Source data:
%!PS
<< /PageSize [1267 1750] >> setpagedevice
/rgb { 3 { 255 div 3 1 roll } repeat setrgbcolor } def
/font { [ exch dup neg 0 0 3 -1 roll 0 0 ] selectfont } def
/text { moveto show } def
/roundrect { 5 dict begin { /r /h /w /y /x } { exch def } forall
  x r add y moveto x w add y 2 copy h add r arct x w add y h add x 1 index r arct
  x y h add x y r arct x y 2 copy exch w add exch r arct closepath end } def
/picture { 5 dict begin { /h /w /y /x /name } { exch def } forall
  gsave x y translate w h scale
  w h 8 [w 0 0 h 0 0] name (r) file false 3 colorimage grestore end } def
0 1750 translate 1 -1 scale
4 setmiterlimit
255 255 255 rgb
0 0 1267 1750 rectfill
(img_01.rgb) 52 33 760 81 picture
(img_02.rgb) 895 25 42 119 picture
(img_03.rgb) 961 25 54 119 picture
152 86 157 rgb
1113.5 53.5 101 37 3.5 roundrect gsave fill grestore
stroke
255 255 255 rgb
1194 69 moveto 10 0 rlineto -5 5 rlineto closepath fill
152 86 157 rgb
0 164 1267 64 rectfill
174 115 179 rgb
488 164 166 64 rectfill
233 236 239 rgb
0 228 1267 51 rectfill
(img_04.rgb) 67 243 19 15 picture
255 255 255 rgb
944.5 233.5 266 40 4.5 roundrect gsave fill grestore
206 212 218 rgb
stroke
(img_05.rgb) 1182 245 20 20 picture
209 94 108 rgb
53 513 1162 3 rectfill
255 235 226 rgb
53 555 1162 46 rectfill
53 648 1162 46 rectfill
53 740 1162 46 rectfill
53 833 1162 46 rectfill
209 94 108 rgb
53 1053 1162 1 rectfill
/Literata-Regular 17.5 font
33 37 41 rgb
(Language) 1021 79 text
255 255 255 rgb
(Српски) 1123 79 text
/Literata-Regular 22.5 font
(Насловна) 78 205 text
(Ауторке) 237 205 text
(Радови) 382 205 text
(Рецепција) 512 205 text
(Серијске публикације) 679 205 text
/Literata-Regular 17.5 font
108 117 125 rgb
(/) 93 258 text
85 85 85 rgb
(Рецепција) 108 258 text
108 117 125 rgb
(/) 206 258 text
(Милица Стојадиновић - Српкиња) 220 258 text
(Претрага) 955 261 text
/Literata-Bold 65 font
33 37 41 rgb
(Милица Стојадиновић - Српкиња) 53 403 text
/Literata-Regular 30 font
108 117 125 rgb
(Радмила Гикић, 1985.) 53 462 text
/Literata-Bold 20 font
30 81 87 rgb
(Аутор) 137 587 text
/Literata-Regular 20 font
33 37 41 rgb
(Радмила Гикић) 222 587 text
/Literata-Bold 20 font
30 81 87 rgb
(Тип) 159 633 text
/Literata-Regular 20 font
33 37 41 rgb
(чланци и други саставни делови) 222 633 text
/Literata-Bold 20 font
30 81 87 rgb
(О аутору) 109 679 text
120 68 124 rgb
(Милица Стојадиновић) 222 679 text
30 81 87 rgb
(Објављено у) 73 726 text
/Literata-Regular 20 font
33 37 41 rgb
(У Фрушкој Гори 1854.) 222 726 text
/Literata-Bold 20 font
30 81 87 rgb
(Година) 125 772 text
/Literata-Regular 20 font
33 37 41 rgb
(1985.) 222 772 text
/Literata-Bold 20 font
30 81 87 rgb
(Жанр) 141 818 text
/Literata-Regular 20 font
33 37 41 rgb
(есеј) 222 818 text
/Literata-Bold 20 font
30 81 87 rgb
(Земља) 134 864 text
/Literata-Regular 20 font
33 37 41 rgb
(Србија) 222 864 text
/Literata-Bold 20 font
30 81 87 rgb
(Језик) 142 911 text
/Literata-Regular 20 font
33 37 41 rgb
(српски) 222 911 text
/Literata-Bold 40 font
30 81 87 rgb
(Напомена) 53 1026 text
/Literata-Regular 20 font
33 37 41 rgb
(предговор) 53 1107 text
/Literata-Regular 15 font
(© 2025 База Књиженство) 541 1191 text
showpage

What the task requires: Within the records above, each line containing "copy" is to be returned.

Written solution:
  x r add y moveto x w add y 2 copy h add r arct x w add y h add x 1 index r arct
  x y h add x y r arct x y 2 copy exch w add exch r arct closepath end } def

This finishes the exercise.